§ **Data supplied**
——————————

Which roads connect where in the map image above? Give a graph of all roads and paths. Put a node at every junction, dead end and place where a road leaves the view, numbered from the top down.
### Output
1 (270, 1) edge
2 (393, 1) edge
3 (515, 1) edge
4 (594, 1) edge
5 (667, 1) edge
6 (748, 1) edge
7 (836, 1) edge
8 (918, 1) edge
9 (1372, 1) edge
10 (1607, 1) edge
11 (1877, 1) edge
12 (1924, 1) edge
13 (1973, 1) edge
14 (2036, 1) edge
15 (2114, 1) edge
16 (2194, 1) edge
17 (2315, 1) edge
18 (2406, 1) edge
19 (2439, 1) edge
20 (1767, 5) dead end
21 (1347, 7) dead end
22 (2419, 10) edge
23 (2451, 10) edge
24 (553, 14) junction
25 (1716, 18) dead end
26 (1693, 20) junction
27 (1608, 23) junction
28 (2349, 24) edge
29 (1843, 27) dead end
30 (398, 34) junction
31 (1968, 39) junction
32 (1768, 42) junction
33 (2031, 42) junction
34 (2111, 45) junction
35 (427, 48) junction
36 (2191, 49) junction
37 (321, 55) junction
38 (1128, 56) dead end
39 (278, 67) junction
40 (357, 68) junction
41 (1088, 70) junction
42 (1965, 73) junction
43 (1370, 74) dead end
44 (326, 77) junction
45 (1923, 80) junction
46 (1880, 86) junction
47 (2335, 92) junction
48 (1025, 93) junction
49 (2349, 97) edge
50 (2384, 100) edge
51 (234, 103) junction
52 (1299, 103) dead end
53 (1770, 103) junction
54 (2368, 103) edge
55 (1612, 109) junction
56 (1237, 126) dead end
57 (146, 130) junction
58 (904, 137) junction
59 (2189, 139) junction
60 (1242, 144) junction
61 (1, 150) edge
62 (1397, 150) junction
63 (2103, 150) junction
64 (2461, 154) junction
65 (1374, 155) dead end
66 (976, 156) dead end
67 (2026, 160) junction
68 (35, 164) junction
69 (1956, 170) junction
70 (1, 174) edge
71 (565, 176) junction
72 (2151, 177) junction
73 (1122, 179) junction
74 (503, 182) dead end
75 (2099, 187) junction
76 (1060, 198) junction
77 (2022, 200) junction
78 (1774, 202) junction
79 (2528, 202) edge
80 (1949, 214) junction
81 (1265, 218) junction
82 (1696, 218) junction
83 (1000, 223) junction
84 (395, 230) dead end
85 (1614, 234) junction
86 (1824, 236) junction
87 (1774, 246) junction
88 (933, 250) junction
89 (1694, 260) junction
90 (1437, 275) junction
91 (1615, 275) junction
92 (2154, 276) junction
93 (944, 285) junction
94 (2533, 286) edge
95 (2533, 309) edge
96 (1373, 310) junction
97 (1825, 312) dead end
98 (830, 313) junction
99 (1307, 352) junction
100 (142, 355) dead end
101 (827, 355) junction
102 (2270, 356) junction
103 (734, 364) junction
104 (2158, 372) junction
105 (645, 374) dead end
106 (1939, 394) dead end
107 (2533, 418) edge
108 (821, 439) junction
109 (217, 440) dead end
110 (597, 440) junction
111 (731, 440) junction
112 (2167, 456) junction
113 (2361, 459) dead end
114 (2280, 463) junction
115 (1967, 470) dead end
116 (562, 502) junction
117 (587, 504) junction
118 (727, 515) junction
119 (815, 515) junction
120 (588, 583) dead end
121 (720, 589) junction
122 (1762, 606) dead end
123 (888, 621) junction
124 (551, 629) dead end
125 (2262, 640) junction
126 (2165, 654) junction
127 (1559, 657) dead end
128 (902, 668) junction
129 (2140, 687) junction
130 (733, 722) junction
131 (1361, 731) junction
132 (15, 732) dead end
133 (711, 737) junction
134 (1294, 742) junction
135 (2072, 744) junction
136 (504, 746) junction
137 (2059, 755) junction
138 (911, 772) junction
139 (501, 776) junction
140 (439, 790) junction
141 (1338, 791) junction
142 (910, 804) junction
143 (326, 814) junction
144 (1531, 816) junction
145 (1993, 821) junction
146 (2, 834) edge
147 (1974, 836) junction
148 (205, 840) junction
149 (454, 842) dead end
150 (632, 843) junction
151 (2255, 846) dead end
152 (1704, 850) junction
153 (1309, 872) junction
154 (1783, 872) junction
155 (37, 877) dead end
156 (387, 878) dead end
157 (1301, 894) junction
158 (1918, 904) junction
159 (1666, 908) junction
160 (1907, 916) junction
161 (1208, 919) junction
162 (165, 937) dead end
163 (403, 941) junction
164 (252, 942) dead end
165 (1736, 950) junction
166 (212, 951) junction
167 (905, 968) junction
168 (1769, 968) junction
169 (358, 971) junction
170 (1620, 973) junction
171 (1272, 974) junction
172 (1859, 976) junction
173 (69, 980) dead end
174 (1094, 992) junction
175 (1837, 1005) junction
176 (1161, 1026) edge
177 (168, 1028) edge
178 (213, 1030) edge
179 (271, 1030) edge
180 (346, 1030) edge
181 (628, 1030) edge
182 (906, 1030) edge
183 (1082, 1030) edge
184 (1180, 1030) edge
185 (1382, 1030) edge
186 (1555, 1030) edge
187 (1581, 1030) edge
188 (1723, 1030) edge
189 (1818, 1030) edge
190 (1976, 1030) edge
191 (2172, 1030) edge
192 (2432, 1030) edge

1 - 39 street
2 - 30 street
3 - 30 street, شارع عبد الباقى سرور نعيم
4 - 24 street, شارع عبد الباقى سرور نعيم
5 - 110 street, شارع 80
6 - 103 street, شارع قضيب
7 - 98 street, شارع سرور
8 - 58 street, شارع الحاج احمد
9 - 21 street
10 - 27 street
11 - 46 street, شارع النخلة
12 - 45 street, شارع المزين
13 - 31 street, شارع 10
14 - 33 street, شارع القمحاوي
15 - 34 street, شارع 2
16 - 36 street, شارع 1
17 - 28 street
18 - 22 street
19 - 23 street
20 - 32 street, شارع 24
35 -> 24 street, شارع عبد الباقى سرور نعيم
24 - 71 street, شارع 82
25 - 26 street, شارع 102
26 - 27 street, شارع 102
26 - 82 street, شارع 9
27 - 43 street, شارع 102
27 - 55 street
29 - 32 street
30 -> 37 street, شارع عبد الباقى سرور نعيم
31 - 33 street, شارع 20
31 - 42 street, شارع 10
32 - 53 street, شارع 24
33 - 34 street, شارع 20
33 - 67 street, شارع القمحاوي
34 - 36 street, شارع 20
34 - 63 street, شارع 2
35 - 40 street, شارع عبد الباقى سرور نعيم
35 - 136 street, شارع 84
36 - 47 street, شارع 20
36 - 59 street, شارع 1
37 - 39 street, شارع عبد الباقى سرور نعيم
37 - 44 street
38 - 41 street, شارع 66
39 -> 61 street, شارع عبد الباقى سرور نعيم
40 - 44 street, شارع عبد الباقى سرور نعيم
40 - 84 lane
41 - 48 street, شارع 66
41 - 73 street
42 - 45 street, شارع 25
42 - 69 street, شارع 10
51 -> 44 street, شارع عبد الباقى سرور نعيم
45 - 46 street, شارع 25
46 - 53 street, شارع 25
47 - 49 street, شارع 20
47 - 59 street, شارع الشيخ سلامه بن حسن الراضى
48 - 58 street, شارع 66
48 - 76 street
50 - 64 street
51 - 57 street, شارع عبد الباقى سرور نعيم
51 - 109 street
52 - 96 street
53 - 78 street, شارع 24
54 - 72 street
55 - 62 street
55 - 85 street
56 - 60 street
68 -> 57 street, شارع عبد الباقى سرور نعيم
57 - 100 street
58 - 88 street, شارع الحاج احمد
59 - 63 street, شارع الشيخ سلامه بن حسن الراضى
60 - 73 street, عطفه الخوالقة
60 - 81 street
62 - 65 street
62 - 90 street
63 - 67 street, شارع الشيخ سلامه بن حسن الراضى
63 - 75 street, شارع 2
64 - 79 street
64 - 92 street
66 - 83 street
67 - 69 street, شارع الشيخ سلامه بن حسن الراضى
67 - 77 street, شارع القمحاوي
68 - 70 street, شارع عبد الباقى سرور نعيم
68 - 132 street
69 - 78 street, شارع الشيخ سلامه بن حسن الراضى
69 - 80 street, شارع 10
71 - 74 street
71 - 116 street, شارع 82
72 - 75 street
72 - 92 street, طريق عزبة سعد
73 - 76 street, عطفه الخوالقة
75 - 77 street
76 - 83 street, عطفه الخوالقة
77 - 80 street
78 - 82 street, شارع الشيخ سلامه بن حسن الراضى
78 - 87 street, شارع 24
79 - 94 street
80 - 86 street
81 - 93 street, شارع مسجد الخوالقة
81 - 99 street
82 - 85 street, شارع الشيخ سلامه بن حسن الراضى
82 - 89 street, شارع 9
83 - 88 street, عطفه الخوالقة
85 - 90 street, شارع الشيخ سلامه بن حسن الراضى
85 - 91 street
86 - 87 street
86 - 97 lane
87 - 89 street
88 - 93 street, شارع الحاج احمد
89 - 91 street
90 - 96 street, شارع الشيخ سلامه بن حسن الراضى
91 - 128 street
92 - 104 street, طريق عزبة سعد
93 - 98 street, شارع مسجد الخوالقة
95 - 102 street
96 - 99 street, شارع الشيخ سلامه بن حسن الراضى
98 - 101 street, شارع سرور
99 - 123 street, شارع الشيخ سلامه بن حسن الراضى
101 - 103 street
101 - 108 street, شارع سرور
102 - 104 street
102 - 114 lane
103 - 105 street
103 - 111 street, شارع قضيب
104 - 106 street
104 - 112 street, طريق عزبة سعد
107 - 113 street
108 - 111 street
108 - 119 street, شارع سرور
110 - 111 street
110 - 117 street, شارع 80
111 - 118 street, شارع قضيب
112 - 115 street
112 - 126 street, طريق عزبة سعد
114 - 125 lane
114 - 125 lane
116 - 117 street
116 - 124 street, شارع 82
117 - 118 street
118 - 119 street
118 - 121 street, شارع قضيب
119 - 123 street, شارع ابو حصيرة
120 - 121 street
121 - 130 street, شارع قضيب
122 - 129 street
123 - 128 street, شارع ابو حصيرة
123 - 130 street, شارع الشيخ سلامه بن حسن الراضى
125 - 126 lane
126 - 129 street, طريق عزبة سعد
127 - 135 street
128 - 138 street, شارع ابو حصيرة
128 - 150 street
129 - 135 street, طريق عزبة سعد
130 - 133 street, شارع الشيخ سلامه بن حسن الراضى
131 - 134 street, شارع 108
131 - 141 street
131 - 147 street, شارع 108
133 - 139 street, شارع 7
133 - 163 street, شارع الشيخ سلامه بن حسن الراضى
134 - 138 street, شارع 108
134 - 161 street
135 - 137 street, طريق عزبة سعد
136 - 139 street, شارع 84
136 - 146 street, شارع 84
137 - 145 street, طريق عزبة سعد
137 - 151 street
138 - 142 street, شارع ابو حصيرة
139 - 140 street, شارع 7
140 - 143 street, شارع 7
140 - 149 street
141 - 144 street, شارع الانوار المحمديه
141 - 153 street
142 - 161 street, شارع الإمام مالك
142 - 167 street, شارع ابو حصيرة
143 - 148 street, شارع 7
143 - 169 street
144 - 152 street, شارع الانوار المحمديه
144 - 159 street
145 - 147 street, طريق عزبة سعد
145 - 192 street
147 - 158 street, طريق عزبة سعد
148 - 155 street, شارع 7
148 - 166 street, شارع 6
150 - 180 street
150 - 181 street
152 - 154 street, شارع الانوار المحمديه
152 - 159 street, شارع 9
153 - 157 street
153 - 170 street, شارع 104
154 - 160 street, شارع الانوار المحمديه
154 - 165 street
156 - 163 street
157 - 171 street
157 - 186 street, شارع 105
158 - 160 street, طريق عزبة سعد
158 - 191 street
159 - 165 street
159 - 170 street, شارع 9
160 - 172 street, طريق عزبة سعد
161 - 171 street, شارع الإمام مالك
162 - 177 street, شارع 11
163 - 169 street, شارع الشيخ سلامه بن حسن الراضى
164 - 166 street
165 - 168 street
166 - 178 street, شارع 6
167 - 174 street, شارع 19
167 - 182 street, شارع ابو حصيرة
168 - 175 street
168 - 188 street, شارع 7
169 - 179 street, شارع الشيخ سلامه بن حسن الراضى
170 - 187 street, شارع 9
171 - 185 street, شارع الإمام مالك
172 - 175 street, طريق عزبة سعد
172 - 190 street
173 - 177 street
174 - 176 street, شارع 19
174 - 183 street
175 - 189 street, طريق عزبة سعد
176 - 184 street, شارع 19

——————————

§ **Task instructions**
Extract every line above that contains the word "عطفه".

§ **Answer section**
60 - 73 street, عطفه الخوالقة
73 - 76 street, عطفه الخوالقة
76 - 83 street, عطفه الخوالقة
83 - 88 street, عطفه الخوالقة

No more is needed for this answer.